(Saved data entries)
%%
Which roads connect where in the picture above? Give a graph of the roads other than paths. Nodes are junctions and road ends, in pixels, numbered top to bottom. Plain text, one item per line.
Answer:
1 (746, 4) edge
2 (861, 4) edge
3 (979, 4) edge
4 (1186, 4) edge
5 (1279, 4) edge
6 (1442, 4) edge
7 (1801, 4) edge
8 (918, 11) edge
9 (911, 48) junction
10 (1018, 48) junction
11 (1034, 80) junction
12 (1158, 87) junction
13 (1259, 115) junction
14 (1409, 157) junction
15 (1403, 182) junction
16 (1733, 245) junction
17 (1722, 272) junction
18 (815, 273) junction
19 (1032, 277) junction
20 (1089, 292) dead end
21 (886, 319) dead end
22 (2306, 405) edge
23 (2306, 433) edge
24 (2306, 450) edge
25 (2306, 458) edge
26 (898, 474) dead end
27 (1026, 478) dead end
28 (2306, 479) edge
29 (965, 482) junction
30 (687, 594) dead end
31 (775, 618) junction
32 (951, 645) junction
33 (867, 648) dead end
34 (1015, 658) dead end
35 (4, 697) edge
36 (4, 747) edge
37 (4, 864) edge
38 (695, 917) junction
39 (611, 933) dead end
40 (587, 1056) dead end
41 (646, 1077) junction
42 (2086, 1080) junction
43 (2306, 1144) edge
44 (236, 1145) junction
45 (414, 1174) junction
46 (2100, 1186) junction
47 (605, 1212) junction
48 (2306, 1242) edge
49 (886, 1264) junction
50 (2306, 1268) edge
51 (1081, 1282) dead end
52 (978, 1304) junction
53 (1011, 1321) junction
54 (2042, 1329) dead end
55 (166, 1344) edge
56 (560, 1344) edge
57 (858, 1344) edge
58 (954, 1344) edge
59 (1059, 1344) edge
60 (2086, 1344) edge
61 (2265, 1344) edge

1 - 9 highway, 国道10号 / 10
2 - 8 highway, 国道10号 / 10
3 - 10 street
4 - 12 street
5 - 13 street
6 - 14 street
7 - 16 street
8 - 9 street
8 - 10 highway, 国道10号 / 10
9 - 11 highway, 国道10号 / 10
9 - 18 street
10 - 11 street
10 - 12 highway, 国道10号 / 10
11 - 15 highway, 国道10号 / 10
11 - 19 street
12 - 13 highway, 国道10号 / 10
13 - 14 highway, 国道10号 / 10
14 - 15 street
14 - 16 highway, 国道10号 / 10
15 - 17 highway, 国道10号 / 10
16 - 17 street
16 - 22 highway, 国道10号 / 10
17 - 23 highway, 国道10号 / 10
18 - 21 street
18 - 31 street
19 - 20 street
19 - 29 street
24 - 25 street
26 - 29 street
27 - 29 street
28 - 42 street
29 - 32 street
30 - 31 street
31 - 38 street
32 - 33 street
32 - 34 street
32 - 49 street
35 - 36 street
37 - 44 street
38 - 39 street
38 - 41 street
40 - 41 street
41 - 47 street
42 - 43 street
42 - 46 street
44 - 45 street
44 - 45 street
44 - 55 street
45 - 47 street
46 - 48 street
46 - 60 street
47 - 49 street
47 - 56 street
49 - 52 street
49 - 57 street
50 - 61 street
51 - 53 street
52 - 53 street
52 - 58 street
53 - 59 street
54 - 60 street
%%
-- EXERCISE --
Copy every line from the entries that contains the word "dead".

-- RESULT FOR THIS TASK --
20 (1089, 292) dead end
21 (886, 319) dead end
26 (898, 474) dead end
27 (1026, 478) dead end
30 (687, 594) dead end
33 (867, 648) dead end
34 (1015, 658) dead end
39 (611, 933) dead end
40 (587, 1056) dead end
51 (1081, 1282) dead end
54 (2042, 1329) dead end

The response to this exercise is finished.